Les juges des référés du Conseil d’État ont rappelé qu’une telle vidéosurveillance continue ne peut être mise en place que dans les cas où le suicide ou l’évasion du détenu pourraient avoir une incidence importante sur l’ordre public, compte tenu des circonstances particulières à l’origine de l’incarcération et de leur impact sur l’opinion publique. La loi encadre le dispositif en prévoyant une procédure contradictoire, un réexamen régulier de la mesure assorti d’un contrôle médical et un dispositif protégeant l’intimité de la personne. La loi limite l’usage qui peut être fait des images enregistrées et les personnes habilitées à en disposer. Dans ces conditions, cette loi ne porte d’atteinte disproportionnée à la vie privée.
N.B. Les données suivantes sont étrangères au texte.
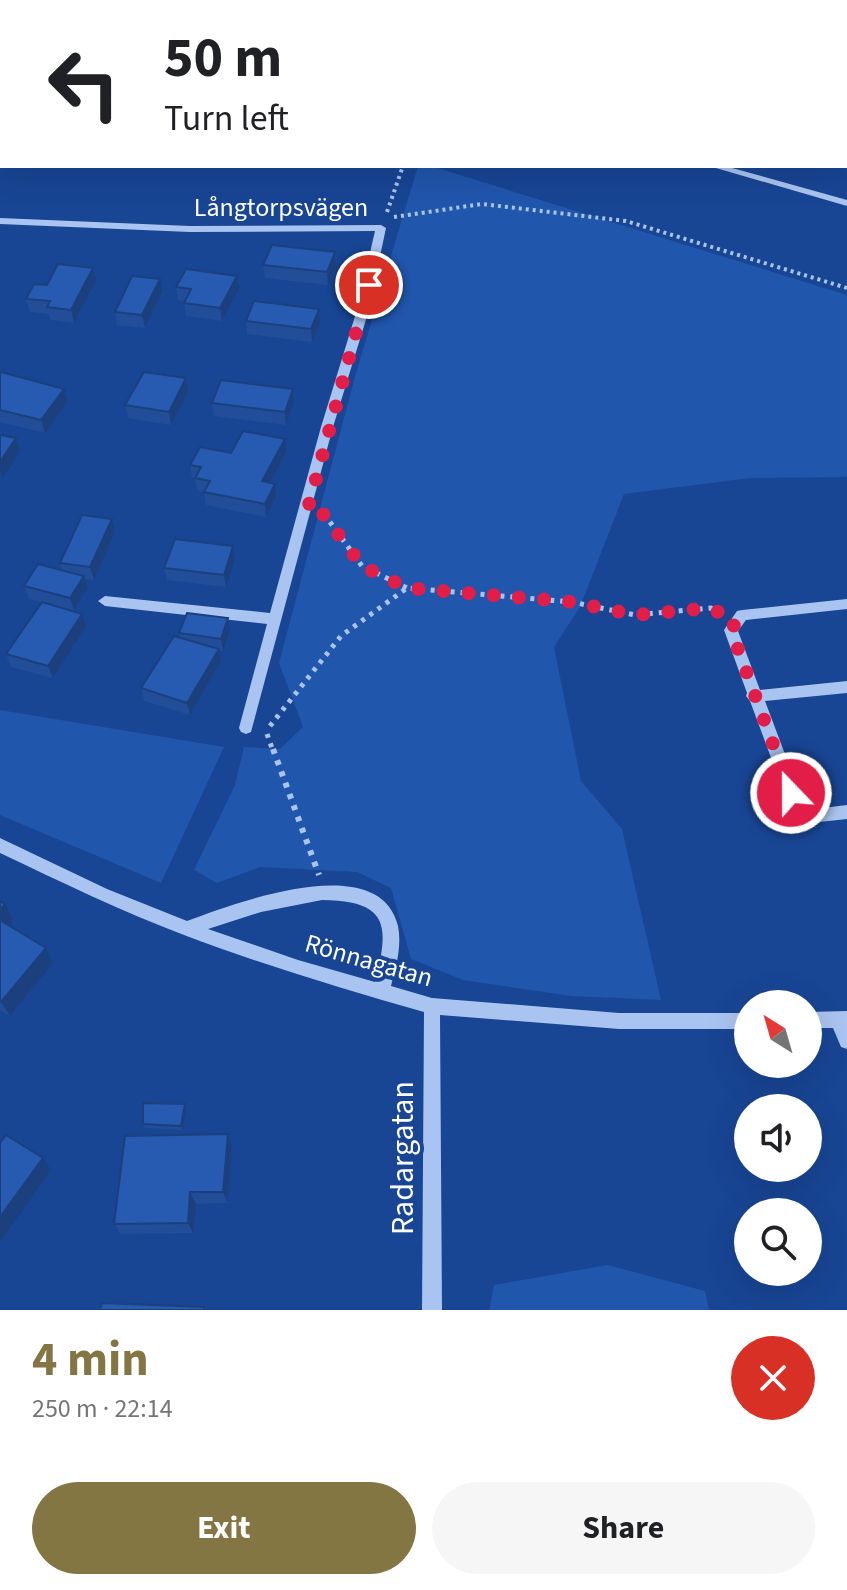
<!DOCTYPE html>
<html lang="en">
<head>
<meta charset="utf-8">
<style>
  :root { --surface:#fff; --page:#f6f6f6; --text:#202124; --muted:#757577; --accent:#847643 }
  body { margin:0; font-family:"Source Sans 3",sans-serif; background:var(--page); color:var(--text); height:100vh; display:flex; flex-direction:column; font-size:30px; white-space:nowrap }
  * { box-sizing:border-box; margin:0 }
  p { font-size:26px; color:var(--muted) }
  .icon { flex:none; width:44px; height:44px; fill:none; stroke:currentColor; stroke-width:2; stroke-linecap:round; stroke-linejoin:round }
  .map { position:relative; height:1310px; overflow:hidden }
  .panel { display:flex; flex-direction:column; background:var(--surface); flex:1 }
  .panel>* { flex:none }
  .banner { position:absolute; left:0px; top:0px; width:848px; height:168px; box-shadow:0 8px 32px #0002; background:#fff; color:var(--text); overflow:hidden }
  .needle { width:52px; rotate:323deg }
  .tools { position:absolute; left:734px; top:990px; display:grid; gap:16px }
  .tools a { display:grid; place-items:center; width:88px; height:88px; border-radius:50%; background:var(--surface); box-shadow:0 8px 32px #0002; font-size:40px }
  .pin { position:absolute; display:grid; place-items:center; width:68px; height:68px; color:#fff; margin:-34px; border:4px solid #fff; border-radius:50%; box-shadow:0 2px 8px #0007 }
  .me { position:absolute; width:88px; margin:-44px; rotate:338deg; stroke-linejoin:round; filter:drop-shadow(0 0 6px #0008) }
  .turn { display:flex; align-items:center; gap:28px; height:168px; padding:0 32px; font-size:36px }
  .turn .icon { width:104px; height:104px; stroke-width:2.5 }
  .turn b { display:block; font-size:56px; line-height:68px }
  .round { display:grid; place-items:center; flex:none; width:84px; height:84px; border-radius:42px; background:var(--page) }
  .head { display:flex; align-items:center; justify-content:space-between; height:136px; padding:0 32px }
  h1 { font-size:48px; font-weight:700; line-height:60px; color:var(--accent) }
  .primary-button { display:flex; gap:16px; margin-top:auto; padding:16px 32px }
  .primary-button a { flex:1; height:92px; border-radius:48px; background:var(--accent); color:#fff; font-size:32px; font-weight:700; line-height:92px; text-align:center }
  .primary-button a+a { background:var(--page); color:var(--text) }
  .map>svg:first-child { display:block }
</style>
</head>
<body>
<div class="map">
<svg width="847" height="1310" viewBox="0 0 847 1310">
  <rect width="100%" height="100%" fill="#184594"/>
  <path fill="#2156ad" d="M418 166H431L847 295V477L751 478 624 494 580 607 554 647 581 781 622 829 661 1000 571 996 463 980 411 959 391 888 357 872 260 867 217 883 194 870 235 785 244 747 280 749 303 727 279 663 356 373Z
    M0 710 224 747 161 883 0 815Z
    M608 1265 705 1291 709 1310H489L494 1285Z"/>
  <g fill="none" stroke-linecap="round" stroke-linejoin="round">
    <path stroke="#a9c4f0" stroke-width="4" stroke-dasharray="3 4" stroke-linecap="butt" d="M387 212 403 166
      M394 217 482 204 626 221 847 288"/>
    <path stroke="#a9c4f0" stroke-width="5" stroke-dasharray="4 6" stroke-linecap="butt" d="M324 514 362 566 407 588
      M270 726 341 636 407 588 572 602 635 615 711 608 721 614
      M267 734 273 751"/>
    <path stroke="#a9c4f0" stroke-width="6" stroke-dasharray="5 7" stroke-linecap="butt" d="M273 749 319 875"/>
    <path fill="#a9c4f0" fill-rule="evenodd" d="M159 0H193L195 2H161Z
      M424 0H432V2H424Z
      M709 166H725L847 200V206Z
      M0 218 190 226 381 225 386 228 368 313 333 427 251 732 246 734 241 732 239 728 267 624 105 606 98 601 105 596 270 613 321 427 356 313 375 231 190 232 0 224Z
      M847 599V609L746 620 738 631 760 690 847 681V693L765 701 806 810 847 805V819L801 824 796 822 793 817 750 701 746 696 747 693 724 630 737 611 742 610Z
      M0 838 107 889 187 921C234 904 379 848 398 926 402 946 396 967 391 986L432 998 619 1013H748V1029H619L440 1015 442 1310H422L424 1012C343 989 263 965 184 935 121 911 61 882 0 853ZM322 900C388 901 390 924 375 982L298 960 208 929 261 912Z
      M847 1011V1049L841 1047 833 1028H808V1012Z"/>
  </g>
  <path fill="#224e99" d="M335 252 336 265 328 285 265 278 263 265Z
    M93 268 96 281 74 323 51 320 49 314 30 312 26 299 47 285Z
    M176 287 239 289 222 321 186 316 184 303V301L178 300Z
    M162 292 145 328 117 325 115 312Z
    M319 309 320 322 312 342 247 334 246 321Z
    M0 374 68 402 45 433 0 422Z
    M186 378 188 392 171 425 128 418 125 405Z
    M293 389 294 402 286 425 214 416 212 403Z
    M286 452 270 483 275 484 276 497 266 517 206 505 204 492 197 491 195 478H192L190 465 231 453Z
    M112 519 115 532 94 580 85 579 88 588 74 610 29 599 24 586 62 570 60 563Z
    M233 546 235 559 226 587 167 580 164 568Z
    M86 626 53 678 11 667 6 654Z
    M230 631 223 651H219L221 661 190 715 144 701 141 688 180 638 179 633Z
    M0 901 13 920 8 925 53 963 10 1016 0 1010Z
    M186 1109 183 1130 145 1128 143 1124Z
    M228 1134 232 1146 228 1203 196 1204 193 1233 121 1234 114 1224Z"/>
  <path fill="#1b407d" d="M335 252 336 265 328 285 327 272Z
    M93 268 96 281 74 323 71 310Z
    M237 276 239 289 222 321 220 308Z
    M160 279 162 292 145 328 142 315Z
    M319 309 320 322 312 342 311 329Z
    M186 378 188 392 171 425 169 412Z
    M64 389 68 402 45 433 41 420Z
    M293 389 294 402 286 425 285 412Z
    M16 438 20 451 3 478 0 470V462Z
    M285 439 286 452 264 494 262 481Z
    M275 484 276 497 266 517 265 504Z
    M112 519 115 532 94 580 90 567Z
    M233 546 235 559 226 587 224 575Z
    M84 576 88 588 74 610 70 598Z
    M82 614 86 626 53 678 48 666Z
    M228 618 230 631 223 651 221 639Z
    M219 649 221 661 190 715 187 703Z
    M5 904 13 920 3 932 0 927V910Z
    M46 948 53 963 10 1016 1 1002Z
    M185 1104 186 1109 183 1130 181 1126Z
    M228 1134 232 1146 228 1203 223 1192Z
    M43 1158 51 1170 0 1242V1217Z
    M190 1192 196 1204 193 1233 188 1223Z"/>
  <path fill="#275bb2" stroke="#1b407d" stroke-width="2" d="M272 245 335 252 327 272 263 265Z
    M58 264 93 268 71 310 47 307 50 301 26 299 34 284 47 285Z
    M186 269 237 276 220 308 184 303 191 289 176 287Z
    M132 276 160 279 142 315 115 312Z
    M254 301 319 309 311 329 246 321Z
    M1 372 64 389 41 420 0 410V374Z
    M144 372 186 378 169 412 125 405Z
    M221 380 293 389 285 412 212 403Z
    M243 431 285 439 262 481 275 484 265 504 204 492 210 481 195 478 201 467 190 465 200 447 231 453Z
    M0 435 16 438 0 462Z
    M82 515 112 519 90 567 60 563Z
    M175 539 233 546 224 575 164 568Z
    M38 564 84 576 70 598 24 586Z
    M42 602 82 614 48 666 6 654Z
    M187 613 228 618 221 639 179 633Z
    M174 636 219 649 187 703 141 688Z
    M0 901 5 904 0 910Z
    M0 920 46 948 1 1002 0 1001Z
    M143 1103 185 1104 181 1126 143 1124Z
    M228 1134 223 1192H190L188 1223 114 1224 125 1136Z
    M6 1135 43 1158 0 1217V1143Z
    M102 1303 204 1307V1310H100Z"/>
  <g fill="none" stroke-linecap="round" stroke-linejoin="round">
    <path stroke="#e11d48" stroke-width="14" stroke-dasharray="0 25.2" d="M369 285 307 512 323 514 362 566 407 588 572 602 635 615 711 608 736 622 731 630 791 793"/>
  </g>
  <g text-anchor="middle" stroke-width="8" stroke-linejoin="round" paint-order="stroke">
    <g font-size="26" fill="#fff" stroke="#184594">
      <text x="281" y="216">Långtorpsvägen</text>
      <text transform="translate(369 960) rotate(16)" y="9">Rönnagatan</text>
    </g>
    <g font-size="32" fill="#fff" stroke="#184594">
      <text transform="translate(402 1158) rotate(-90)" y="11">Radargatan</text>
    </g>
  </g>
</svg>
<div class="tools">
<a><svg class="needle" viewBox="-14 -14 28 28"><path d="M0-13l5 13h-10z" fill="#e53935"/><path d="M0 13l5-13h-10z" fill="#757577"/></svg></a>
<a><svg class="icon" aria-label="sound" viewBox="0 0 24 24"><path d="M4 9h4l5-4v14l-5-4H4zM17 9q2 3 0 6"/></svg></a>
<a><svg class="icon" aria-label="search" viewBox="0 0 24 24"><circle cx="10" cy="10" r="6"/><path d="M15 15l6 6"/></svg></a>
</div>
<div class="pin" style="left:369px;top:285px;background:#d93025"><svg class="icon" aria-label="arrive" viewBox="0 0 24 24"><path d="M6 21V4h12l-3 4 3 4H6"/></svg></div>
<svg class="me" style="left:791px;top:793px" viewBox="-20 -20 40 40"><circle r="17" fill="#e11d48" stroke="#fff" stroke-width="3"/><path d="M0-11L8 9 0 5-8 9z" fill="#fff"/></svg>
<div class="banner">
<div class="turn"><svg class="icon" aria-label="left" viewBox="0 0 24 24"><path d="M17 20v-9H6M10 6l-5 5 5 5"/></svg><div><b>50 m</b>Turn left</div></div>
</div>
</div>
<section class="panel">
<div class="head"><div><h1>4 min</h1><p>250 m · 22:14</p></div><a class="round" style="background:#d93025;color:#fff"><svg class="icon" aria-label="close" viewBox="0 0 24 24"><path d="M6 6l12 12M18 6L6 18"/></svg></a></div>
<div class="primary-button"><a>Exit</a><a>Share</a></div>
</section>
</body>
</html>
Le requérant soutenait également que, même si le dispositif législatif était en lui-même conforme à la CEDH, la mesure prise à son égard, dans les circonstances particulières de sa détention, méconnaissait son droit à la vie privée. Examinant ces circonstances particulières, les juges des référés ont relevé que le caractère exceptionnel des faits terroristes pour lesquels le requérant est poursuivi et la poursuite des attentats terroristes en France impliquaient que toutes les précautions soient prises pour éviter son suicide ou son évasion. Ils ont relevé la forte présomption qu’il bénéficie du soutien d’une organisation terroriste internationale disposant de moyens importants. Les juges ont également tenu compte des conditions concrètes de détention, notamment des visites régulières du médecin, de l’absence d’enregistrement sonore et des précautions prises pour protéger son intimité. Ils ont souligné l’obligation qu’a l’administration de réexaminer régulièrement le bien-fondé de la vidéosurveillance. Ils ont donc estimé que la mesure prise en l’espèce ne portait pas une atteinte manifestement excessive à son droit au respect de sa vie privée.
S’agissant de l’objection du requérant selon laquelle il aurait également été porté atteinte à sa vie privée, dans la presse, au moyen d’observations effectuées par ce système de vidéosurveillance, les juges ont répondu que cela ne remettait pas en cause la légalité du dispositif lui-même.
Les juges des référés du Conseil d’État ont donc rejeté le recours dont ils étaient saisis.
La procédure du référé liberté, prévue par l’article L. 521-2 du code de justice administrative, permet au juge d’ordonner, dans un délai de quarante-huit heures, toutes les mesures nécessaires à la sauvegarde d'une liberté fondamentale à laquelle une administration aurait porté une atteinte grave et manifestement illégale. Pour obtenir satisfaction, le requérant doit justifier d’une situation d’urgence qui nécessite que le juge intervienne dans les quarante-huit heures.